START DATA SECTION

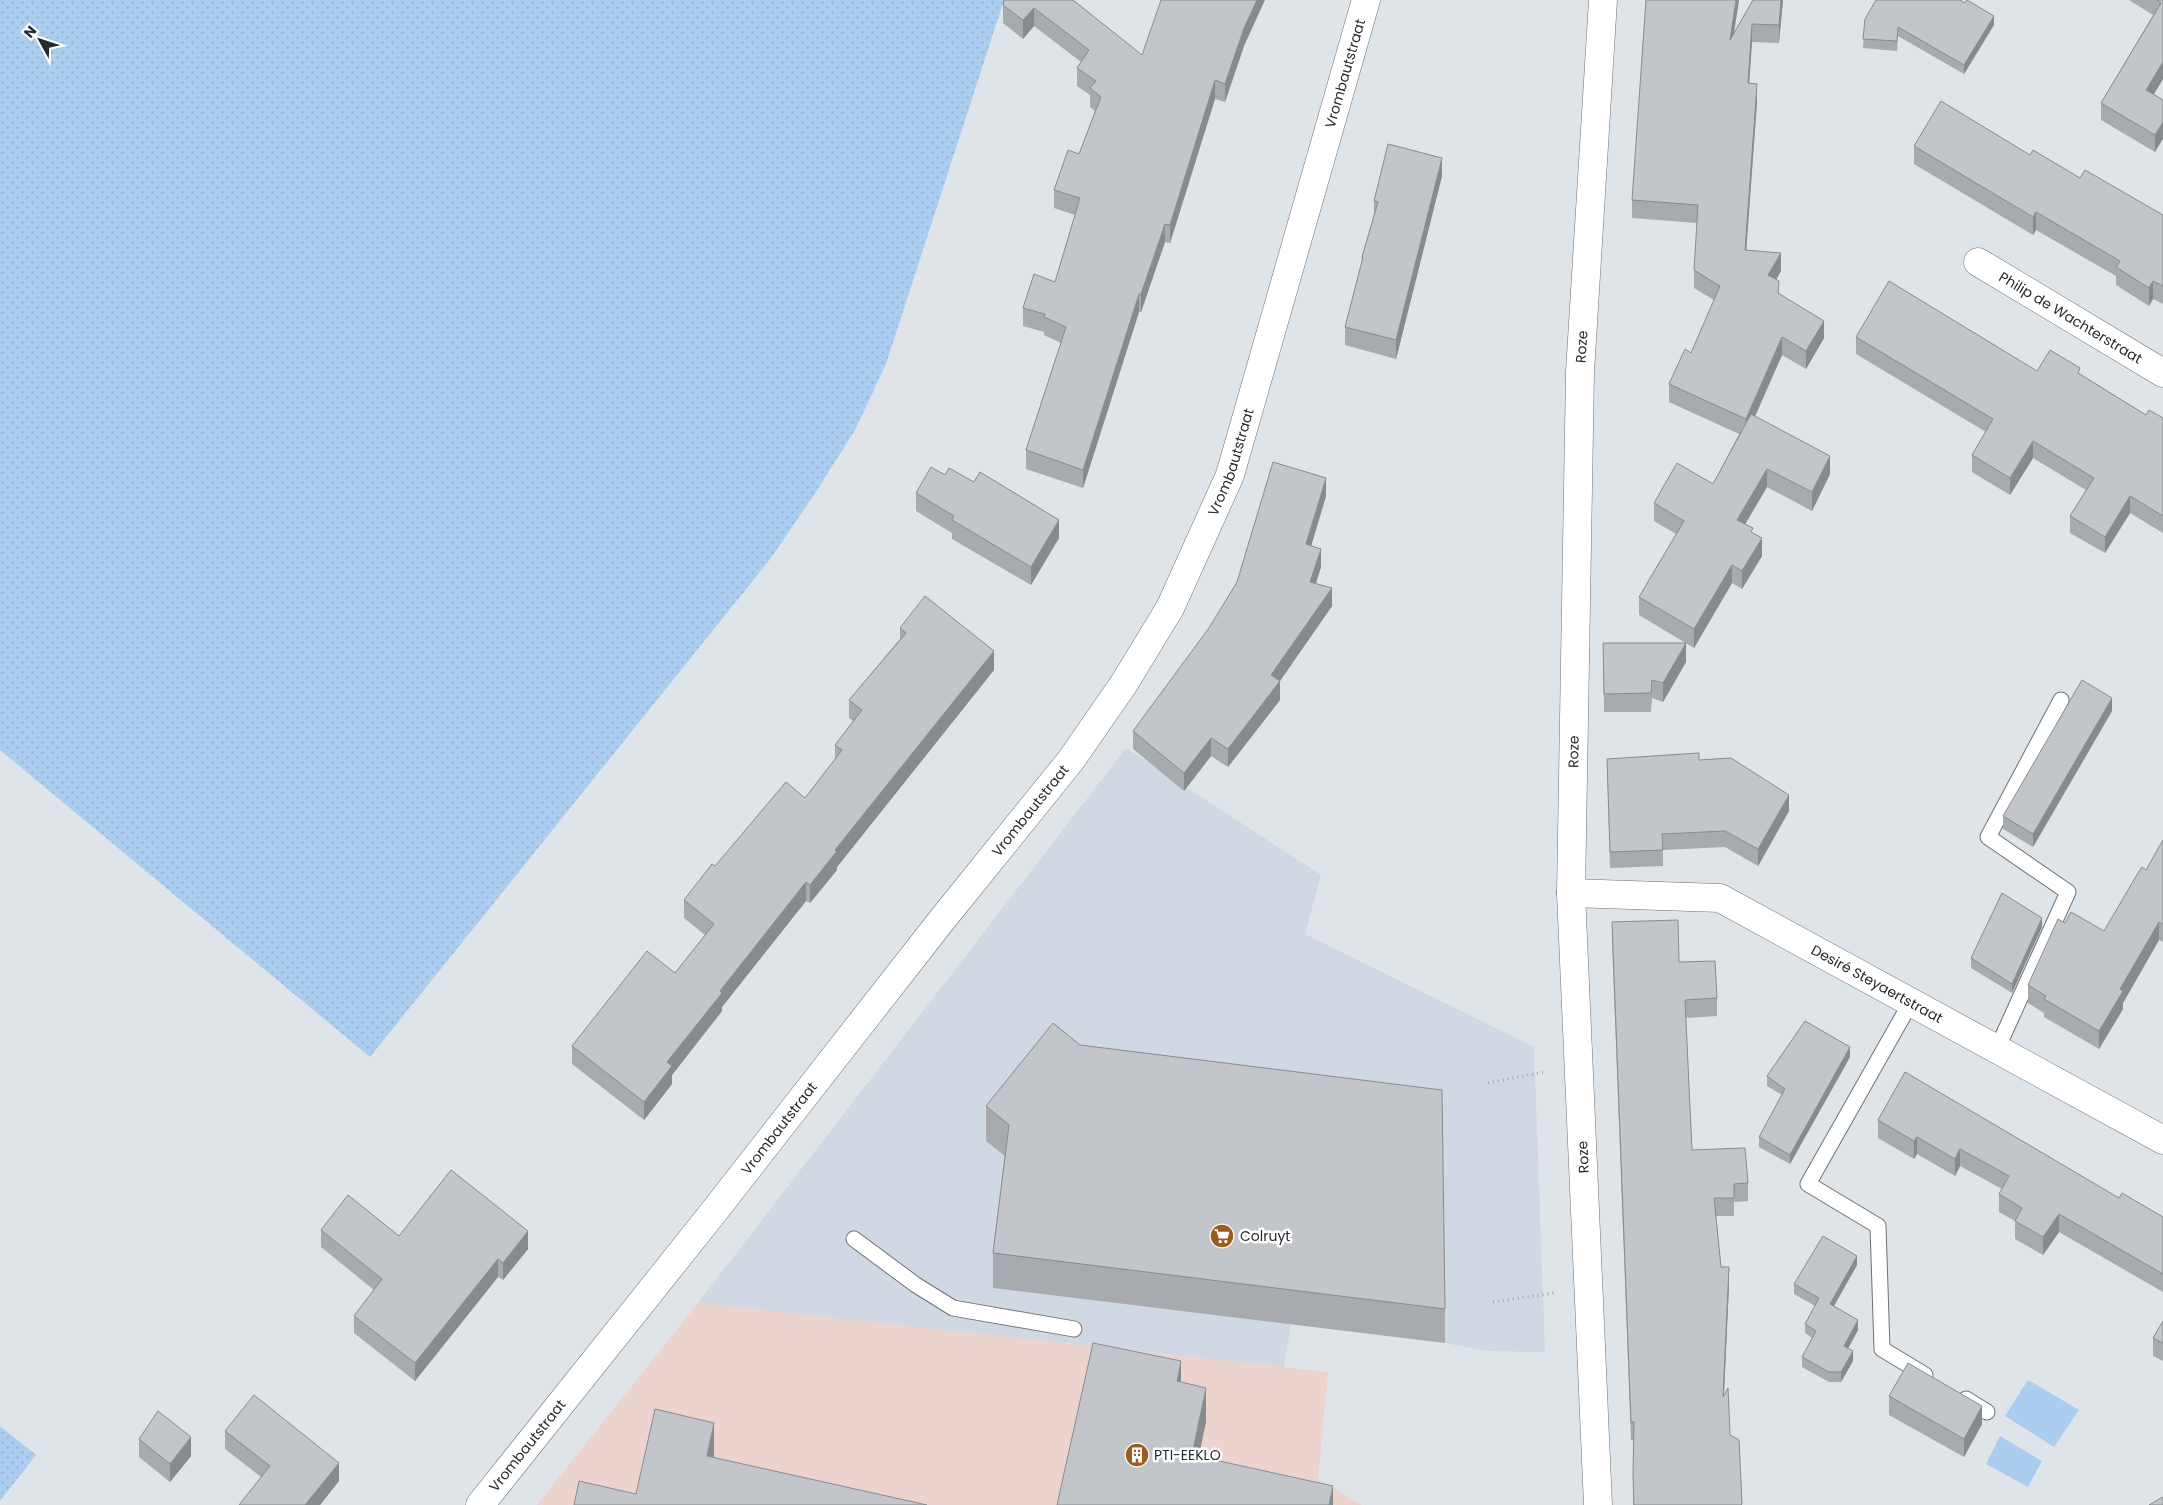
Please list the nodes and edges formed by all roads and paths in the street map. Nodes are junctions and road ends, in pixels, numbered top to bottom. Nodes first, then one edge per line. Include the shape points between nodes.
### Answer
1 (1366, 0) edge
2 (1603, 0) edge
3 (1978, 262) dead end
4 (2163, 373) edge
5 (2061, 700) dead end
6 (1571, 892) junction
7 (1911, 1002) junction
8 (1997, 1049) junction
9 (1579, 1065) junction
10 (1488, 1083) dead end
11 (2162, 1138) edge
12 (854, 1238) dead end
13 (1589, 1288) junction
14 (1493, 1302) dead end
15 (1074, 1329) dead end
16 (1938, 1383) edge
17 (1954, 1392) edge
18 (1986, 1412) dead end
19 (480, 1505) edge
20 (1598, 1505) edge

1 - 19 street, Vrombautstraat via 1230,475 1170,608 1072,760
2 - 6 street, Roze via 1580,372
3 - 4 street, Philip de Wachterstraat
5 - 8 lane via 1988,837 2068,892
6 - 7 street, Desiré Steyaertstraat via 1720,898
6 - 9 street, Roze
7 - 8 street, Desiré Steyaertstraat
7 - 16 lane via 1808,1184 1878,1226 1882,1349
8 - 11 street, Desiré Steyaertstraat
9 - 10 path
9 - 13 street, Roze
12 - 15 lane via 916,1285 953,1308
13 - 14 path
13 - 20 street, Roze
17 - 18 lane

END DATA SECTION

* _TASK TO CARRY OUT_
Write out every entry above exactly, minus the pictures.

* _OUTPUT_
Please list the nodes and edges formed by all roads and paths in the street map. Nodes are junctions and road ends, in pixels, numbered top to bottom. Nodes first, then one edge per line. Include the shape points between nodes.
### Answer
1 (1366, 0) edge
2 (1603, 0) edge
3 (1978, 262) dead end
4 (2163, 373) edge
5 (2061, 700) dead end
6 (1571, 892) junction
7 (1911, 1002) junction
8 (1997, 1049) junction
9 (1579, 1065) junction
10 (1488, 1083) dead end
11 (2162, 1138) edge
12 (854, 1238) dead end
13 (1589, 1288) junction
14 (1493, 1302) dead end
15 (1074, 1329) dead end
16 (1938, 1383) edge
17 (1954, 1392) edge
18 (1986, 1412) dead end
19 (480, 1505) edge
20 (1598, 1505) edge

1 - 19 street, Vrombautstraat via 1230,475 1170,608 1072,760
2 - 6 street, Roze via 1580,372
3 - 4 street, Philip de Wachterstraat
5 - 8 lane via 1988,837 2068,892
6 - 7 street, Desiré Steyaertstraat via 1720,898
6 - 9 street, Roze
7 - 8 street, Desiré Steyaertstraat
7 - 16 lane via 1808,1184 1878,1226 1882,1349
8 - 11 street, Desiré Steyaertstraat
9 - 10 path
9 - 13 street, Roze
12 - 15 lane via 916,1285 953,1308
13 - 14 path
13 - 20 street, Roze
17 - 18 lane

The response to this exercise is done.